# What the task requires
Retype all data exactly as given. Pictures should not be retyped.

# Stored data
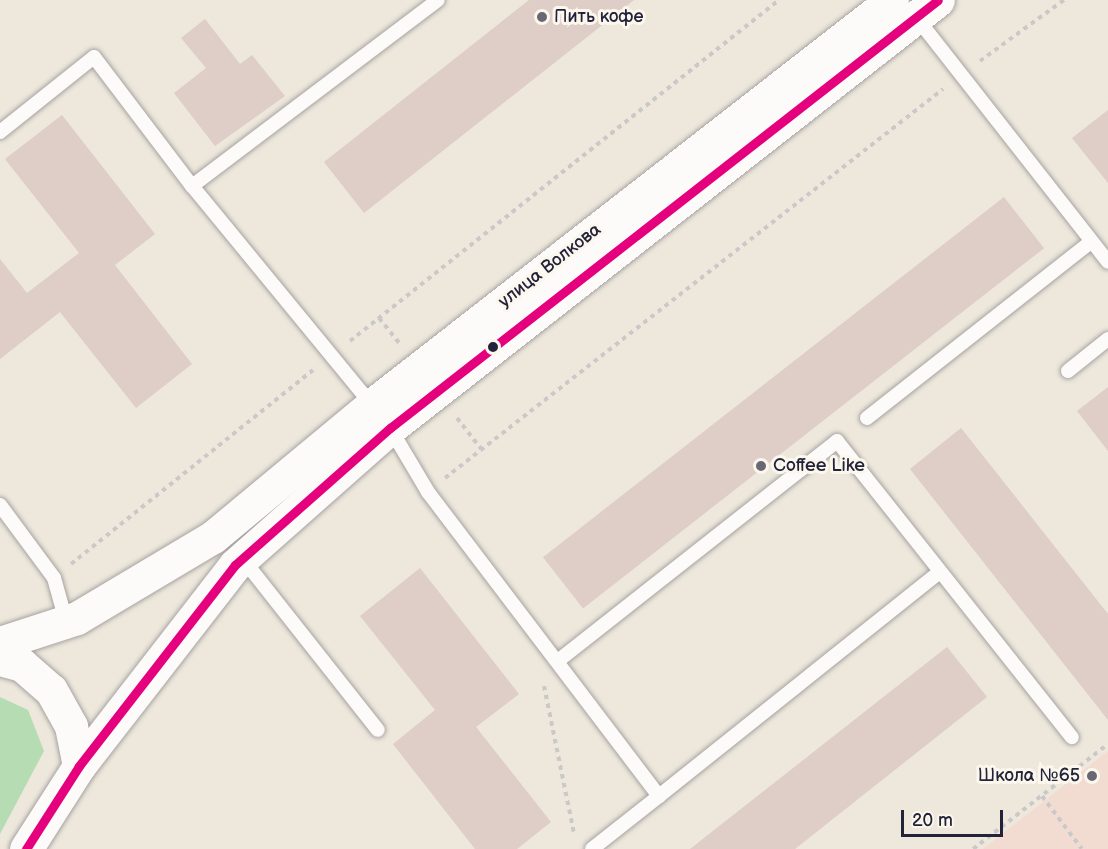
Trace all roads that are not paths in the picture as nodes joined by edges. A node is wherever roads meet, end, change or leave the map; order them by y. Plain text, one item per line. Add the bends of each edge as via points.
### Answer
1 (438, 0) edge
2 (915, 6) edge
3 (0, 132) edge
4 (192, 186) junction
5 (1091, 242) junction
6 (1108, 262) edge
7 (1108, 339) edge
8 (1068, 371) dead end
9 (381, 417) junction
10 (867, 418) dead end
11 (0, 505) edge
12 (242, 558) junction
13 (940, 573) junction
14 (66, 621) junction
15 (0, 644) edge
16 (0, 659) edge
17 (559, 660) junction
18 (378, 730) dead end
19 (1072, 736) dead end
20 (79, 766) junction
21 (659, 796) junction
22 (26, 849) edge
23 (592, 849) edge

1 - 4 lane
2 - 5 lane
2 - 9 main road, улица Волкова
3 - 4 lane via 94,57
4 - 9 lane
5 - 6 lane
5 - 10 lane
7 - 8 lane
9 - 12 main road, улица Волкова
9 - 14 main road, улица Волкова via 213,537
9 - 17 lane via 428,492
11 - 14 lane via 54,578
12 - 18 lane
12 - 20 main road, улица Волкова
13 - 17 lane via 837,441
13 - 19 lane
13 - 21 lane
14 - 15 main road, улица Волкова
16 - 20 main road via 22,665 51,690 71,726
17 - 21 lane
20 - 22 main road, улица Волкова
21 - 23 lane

# Exercise solution
Trace all roads that are not paths in the picture as nodes joined by edges. A node is wherever roads meet, end, change or leave the map; order them by y. Plain text, one item per line. Add the bends of each edge as via points.
### Answer
1 (438, 0) edge
2 (915, 6) edge
3 (0, 132) edge
4 (192, 186) junction
5 (1091, 242) junction
6 (1108, 262) edge
7 (1108, 339) edge
8 (1068, 371) dead end
9 (381, 417) junction
10 (867, 418) dead end
11 (0, 505) edge
12 (242, 558) junction
13 (940, 573) junction
14 (66, 621) junction
15 (0, 644) edge
16 (0, 659) edge
17 (559, 660) junction
18 (378, 730) dead end
19 (1072, 736) dead end
20 (79, 766) junction
21 (659, 796) junction
22 (26, 849) edge
23 (592, 849) edge

1 - 4 lane
2 - 5 lane
2 - 9 main road, улица Волкова
3 - 4 lane via 94,57
4 - 9 lane
5 - 6 lane
5 - 10 lane
7 - 8 lane
9 - 12 main road, улица Волкова
9 - 14 main road, улица Волкова via 213,537
9 - 17 lane via 428,492
11 - 14 lane via 54,578
12 - 18 lane
12 - 20 main road, улица Волкова
13 - 17 lane via 837,441
13 - 19 lane
13 - 21 lane
14 - 15 main road, улица Волкова
16 - 20 main road via 22,665 51,690 71,726
17 - 21 lane
20 - 22 main road, улица Волкова
21 - 23 lane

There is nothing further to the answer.